Cuando se reforma un baño y se instala un mueble suspendido, una de las preguntas más habituales es la altura correcta de colocación. No es solo un detalle estético. Si se instala demasiado alto o demasiado bajo, el lavabo resulta incómodo de usar cada día.
En la mayoría de reformas actuales se busca una medida equilibrada que funcione para la mayoría de personas.
La altura recomendada: 87 cm
En muchas instalaciones profesionales se utiliza una referencia bastante clara: 87 cm desde el suelo hasta la parte superior del lavabo.
Esta medida funciona bien porque se sitúa justo en el rango ergonómico más cómodo para la mayoría de adultos. Permite usar el lavabo sin tener que inclinar demasiado la espalda ni levantar los brazos de forma incómoda.
Por eso, en muchas reformas de baño modernas se toma 87 cm como altura de referencia para la instalación final.
Cómo se calcula la altura del mueble
Es importante entender que lo que se mide normalmente es la altura final del lavabo, no solo la del mueble.
Dependiendo del tipo de lavabo, la posición del mueble puede cambiar.
Si el lavabo está integrado en el propio mueble, lo habitual es instalar el mueble de forma que el borde superior del lavabo quede directamente a esos 87 cm.
En cambio, si se utiliza un lavabo de sobreencimera, el mueble debe colocarse más bajo para compensar la altura adicional del lavabo.
Por ejemplo, si el lavabo mide 12 cm de alto, el mueble podría colocarse aproximadamente a 75 cm del suelo para que el resultado final siga siendo cercano a los 87 cm.
Ventajas de los muebles suspendidos
Los muebles de baño suspendidos se han vuelto muy populares en reformas actuales por varios motivos.
Primero, visualmente hacen que el baño parezca más amplio porque dejan el suelo visible. Esto es especialmente útil en baños pequeños.

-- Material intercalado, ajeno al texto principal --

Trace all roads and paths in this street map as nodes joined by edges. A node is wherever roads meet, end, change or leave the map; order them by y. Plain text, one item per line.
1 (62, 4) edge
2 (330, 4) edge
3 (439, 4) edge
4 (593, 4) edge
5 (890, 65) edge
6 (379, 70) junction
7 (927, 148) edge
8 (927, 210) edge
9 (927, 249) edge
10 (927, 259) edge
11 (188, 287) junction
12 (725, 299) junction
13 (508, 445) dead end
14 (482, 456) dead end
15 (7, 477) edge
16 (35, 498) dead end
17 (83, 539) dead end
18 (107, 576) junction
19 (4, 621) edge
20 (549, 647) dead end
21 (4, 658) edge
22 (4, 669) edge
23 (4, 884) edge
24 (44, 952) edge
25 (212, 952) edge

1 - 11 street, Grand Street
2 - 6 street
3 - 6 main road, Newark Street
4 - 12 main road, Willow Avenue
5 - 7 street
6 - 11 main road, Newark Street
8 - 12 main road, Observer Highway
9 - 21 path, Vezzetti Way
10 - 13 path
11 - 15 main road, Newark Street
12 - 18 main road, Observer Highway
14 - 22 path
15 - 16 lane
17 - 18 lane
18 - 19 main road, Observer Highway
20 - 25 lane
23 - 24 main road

Segundo, facilitan mucho la limpieza. Al no tocar el suelo, se puede limpiar por debajo sin obstáculos.
Y tercero, permiten ajustar la altura con más libertad que los muebles apoyados en el suelo.

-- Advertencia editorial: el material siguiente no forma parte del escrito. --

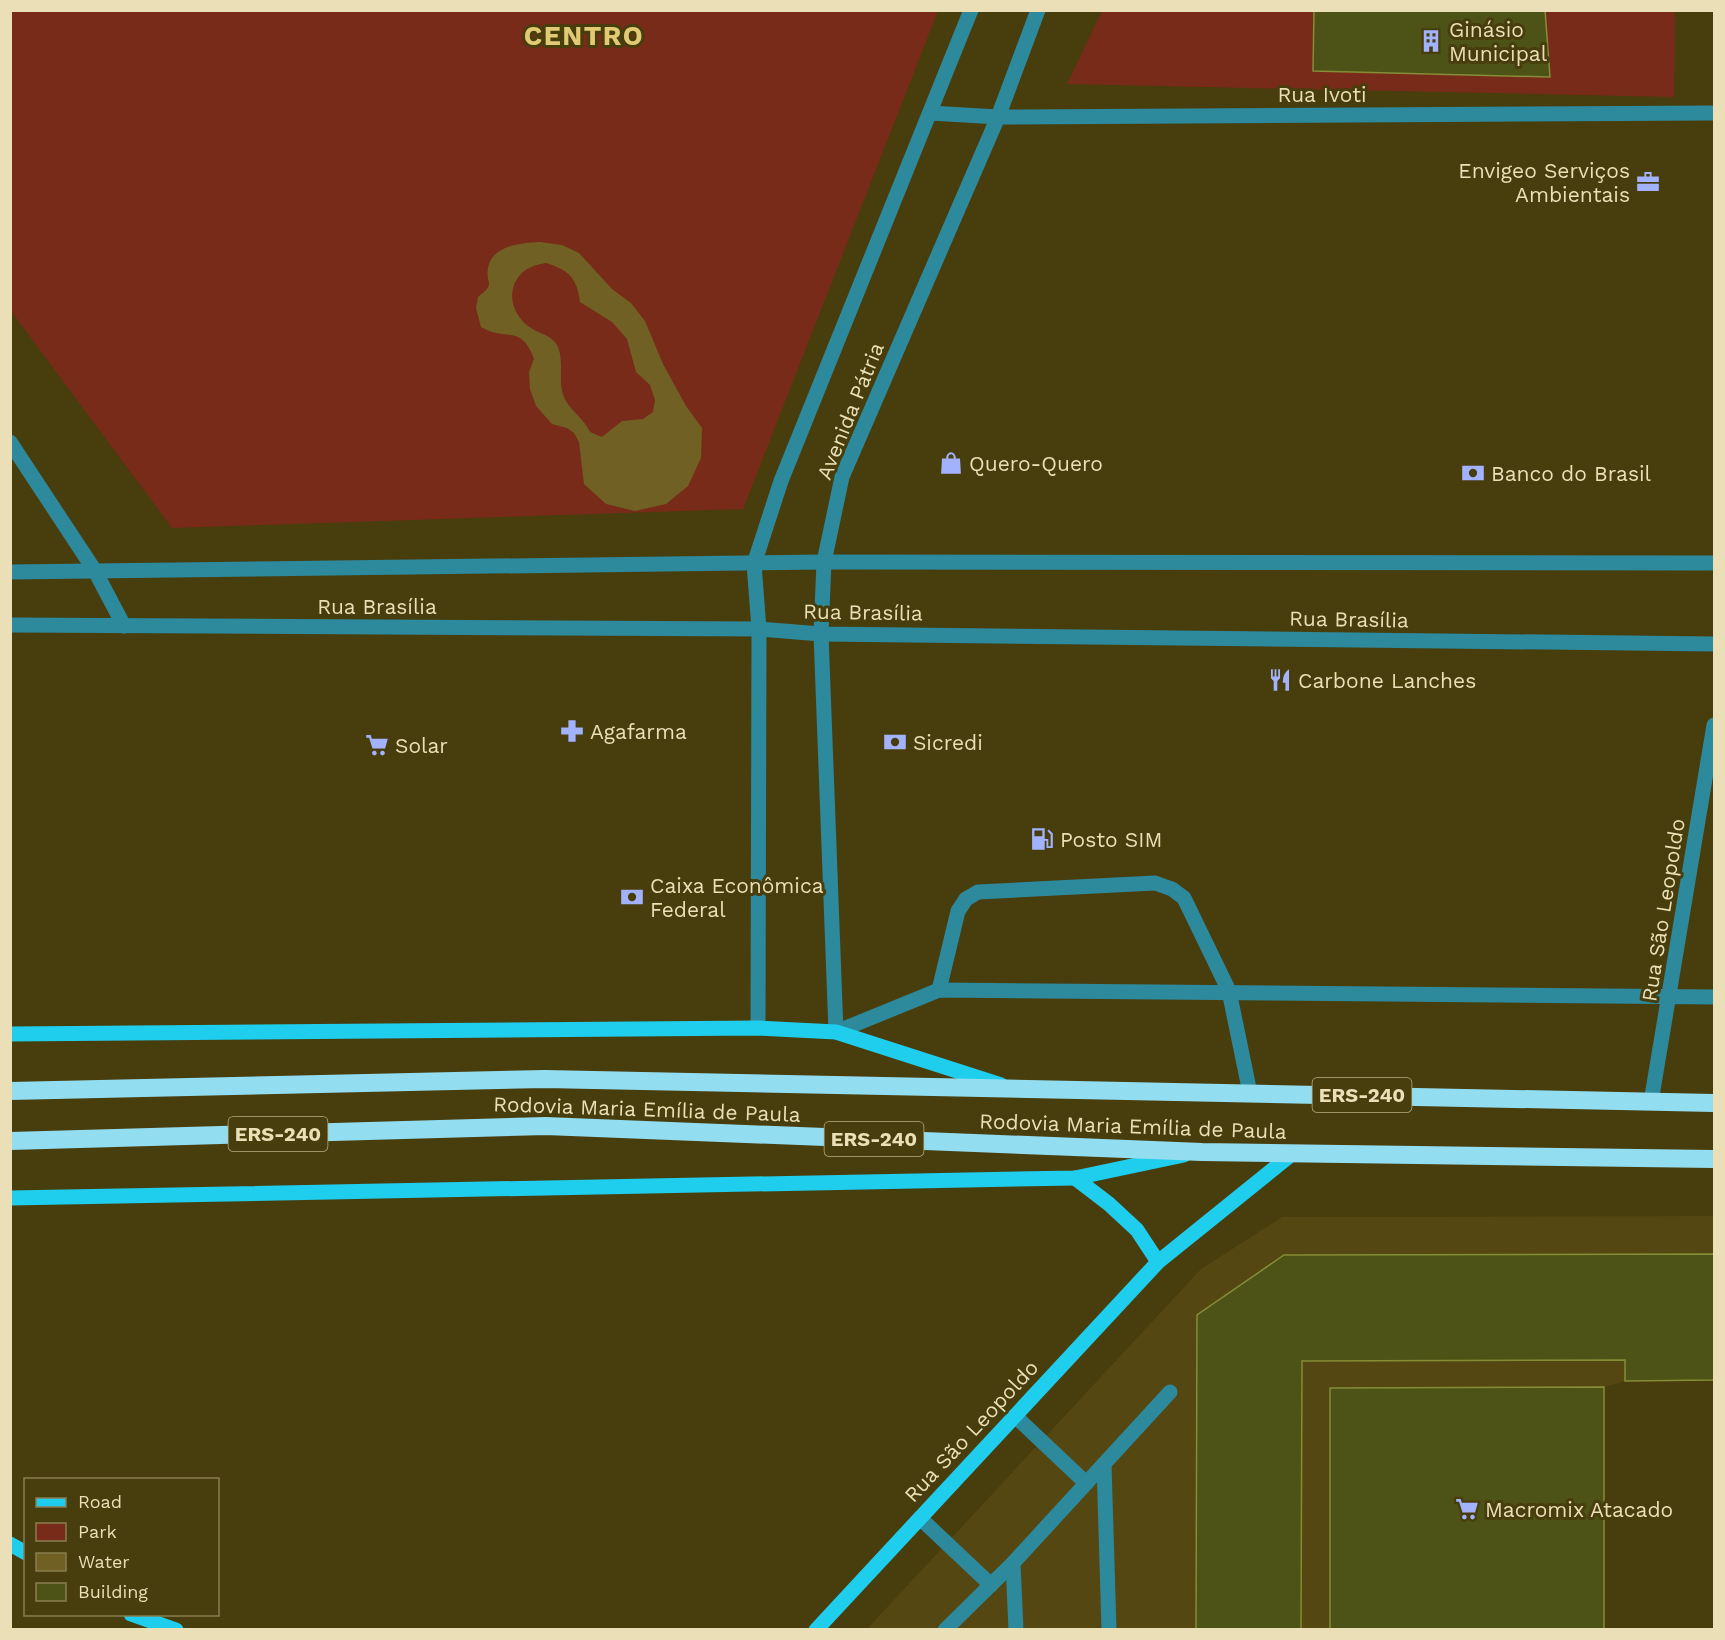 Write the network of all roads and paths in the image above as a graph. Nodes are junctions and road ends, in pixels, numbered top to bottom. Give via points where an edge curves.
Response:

Cuándo puede variar la altura
Aunque 87 cm funciona bien en la mayoría de casos, la altura final puede ajustarse ligeramente según el proyecto.

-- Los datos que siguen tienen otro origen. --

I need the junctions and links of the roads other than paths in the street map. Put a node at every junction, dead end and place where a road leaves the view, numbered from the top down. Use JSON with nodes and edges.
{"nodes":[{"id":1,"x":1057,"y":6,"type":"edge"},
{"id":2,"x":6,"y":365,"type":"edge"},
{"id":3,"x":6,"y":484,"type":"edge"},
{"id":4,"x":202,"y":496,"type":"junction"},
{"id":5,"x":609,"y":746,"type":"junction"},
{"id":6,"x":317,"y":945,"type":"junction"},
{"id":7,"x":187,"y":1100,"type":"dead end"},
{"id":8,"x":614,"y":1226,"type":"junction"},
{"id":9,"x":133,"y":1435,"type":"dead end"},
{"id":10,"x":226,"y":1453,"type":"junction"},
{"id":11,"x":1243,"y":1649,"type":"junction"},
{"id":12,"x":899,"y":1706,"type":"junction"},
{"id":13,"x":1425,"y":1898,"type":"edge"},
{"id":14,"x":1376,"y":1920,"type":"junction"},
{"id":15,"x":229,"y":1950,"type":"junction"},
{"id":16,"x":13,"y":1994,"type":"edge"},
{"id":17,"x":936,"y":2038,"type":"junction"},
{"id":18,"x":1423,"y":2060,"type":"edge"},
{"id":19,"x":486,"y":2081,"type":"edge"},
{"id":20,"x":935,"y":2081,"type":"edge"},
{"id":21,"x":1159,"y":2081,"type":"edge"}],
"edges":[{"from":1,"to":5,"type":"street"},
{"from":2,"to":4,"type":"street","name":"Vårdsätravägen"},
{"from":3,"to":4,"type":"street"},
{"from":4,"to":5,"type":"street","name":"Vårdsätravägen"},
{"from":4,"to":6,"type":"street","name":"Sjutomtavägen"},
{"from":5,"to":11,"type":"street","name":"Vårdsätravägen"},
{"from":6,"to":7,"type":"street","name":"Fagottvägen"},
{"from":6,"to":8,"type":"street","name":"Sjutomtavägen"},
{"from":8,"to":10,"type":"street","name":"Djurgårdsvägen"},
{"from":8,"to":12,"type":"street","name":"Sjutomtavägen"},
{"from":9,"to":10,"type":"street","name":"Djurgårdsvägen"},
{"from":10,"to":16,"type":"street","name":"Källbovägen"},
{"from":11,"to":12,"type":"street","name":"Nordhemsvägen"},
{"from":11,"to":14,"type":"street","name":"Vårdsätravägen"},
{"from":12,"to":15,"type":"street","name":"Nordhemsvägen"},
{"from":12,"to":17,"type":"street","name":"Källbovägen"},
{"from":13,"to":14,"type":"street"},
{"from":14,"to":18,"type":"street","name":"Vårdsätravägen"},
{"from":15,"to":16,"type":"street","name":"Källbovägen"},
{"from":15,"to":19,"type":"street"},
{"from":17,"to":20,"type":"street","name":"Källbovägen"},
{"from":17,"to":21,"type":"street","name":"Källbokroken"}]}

En baños donde las personas que lo utilizan son especialmente altas, algunos instaladores prefieren subir un poco el lavabo. En otros casos, cuando el baño lo usan también niños, puede bajarse ligeramente.
También influyen factores como el tipo de lavabo, el diseño del mueble o la distribución del baño.
Conclusión
Como referencia general, instalar el lavabo a unos 87 cm del suelo suele ofrecer la mejor combinación entre comodidad y ergonomía. Por eso es una de las medidas más utilizadas en reformas de baño actuales.
A partir de esa referencia, la altura del mueble puede ajustarse según el tipo de lavabo y las necesidades concretas de cada baño.